▶ **PROBLEM TO SOLVE**: Using the data below, copy out all lines with the word "roads".
---+---
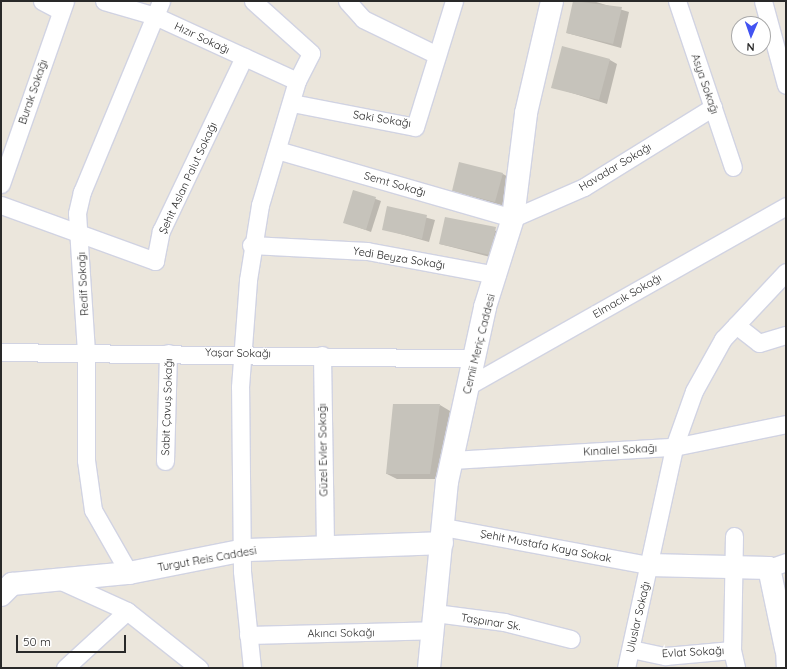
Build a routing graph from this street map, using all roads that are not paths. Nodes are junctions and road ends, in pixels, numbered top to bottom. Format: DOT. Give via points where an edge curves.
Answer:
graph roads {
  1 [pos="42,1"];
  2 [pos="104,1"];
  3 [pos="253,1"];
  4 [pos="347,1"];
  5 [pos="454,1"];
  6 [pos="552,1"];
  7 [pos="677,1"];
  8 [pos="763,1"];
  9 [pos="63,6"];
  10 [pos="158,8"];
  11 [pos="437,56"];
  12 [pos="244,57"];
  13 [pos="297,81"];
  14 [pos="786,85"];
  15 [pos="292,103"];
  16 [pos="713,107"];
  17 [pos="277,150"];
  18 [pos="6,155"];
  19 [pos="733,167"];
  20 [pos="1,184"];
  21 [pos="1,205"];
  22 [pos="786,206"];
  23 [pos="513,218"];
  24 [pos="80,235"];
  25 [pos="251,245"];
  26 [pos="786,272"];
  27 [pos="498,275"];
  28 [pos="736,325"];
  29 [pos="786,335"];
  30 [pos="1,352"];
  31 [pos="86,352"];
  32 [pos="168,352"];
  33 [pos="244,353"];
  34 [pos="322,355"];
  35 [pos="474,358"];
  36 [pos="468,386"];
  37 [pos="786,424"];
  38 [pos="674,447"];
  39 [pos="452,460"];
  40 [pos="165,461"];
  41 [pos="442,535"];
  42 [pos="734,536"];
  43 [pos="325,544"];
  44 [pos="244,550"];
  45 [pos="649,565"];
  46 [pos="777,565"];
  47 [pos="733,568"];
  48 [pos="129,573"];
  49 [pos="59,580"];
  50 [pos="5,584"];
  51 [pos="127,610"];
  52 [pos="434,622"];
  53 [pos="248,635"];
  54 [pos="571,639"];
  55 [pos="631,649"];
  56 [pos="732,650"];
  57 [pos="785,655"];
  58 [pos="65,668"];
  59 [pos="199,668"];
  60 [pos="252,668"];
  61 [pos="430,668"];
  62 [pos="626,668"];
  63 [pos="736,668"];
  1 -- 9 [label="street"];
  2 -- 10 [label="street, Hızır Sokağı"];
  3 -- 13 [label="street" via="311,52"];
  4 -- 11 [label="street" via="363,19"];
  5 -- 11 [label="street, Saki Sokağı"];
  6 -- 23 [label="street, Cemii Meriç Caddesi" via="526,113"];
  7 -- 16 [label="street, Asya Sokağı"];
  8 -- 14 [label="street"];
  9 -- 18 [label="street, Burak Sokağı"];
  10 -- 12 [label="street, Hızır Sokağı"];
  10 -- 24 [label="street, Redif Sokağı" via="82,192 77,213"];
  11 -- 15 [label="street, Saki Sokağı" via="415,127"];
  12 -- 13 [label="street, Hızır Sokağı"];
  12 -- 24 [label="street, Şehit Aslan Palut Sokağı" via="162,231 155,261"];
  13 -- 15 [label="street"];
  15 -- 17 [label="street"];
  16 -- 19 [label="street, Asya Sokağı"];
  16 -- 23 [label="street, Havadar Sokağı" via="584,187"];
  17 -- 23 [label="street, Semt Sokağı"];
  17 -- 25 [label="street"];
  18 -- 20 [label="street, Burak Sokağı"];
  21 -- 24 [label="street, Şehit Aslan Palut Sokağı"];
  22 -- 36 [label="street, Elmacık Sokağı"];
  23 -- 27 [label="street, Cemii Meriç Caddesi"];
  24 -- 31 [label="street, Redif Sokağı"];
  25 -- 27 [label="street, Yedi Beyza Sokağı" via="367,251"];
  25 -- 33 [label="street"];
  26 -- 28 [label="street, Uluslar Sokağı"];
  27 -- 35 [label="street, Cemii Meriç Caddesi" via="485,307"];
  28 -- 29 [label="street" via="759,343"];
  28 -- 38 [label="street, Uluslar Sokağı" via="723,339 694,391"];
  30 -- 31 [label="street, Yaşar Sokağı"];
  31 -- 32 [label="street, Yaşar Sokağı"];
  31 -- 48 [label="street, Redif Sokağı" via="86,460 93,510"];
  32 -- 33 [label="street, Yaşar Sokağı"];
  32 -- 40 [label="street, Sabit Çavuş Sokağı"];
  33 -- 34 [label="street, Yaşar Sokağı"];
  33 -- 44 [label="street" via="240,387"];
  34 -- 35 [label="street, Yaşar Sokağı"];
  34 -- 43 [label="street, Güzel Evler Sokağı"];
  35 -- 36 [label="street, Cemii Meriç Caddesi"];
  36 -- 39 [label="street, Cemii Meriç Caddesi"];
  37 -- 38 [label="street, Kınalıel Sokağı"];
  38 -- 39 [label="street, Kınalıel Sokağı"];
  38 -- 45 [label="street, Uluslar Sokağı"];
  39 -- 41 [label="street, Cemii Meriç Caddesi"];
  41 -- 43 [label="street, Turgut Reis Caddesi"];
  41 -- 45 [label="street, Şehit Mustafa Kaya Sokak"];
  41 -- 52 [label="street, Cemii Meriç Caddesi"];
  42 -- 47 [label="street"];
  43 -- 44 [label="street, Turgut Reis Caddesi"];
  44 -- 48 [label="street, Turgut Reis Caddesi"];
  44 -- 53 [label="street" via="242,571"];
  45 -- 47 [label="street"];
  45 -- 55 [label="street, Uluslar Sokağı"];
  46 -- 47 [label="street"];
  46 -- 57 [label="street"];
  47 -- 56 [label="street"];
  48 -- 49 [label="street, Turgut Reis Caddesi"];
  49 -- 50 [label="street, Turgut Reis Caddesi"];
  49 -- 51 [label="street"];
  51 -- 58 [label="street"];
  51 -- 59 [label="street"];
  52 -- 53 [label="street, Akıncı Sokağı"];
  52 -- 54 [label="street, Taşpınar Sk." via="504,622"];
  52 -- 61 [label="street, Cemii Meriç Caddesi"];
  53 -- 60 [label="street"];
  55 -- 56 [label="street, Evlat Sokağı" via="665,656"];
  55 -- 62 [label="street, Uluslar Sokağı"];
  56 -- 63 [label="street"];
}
---+---
▶ **ANSWER TO THIS TASK**:
Build a routing graph from this street map, using all roads that are not paths. Nodes are junctions and road ends, in pixels, numbered top to bottom. Format: DOT. Give via points where an edge curves.
graph roads {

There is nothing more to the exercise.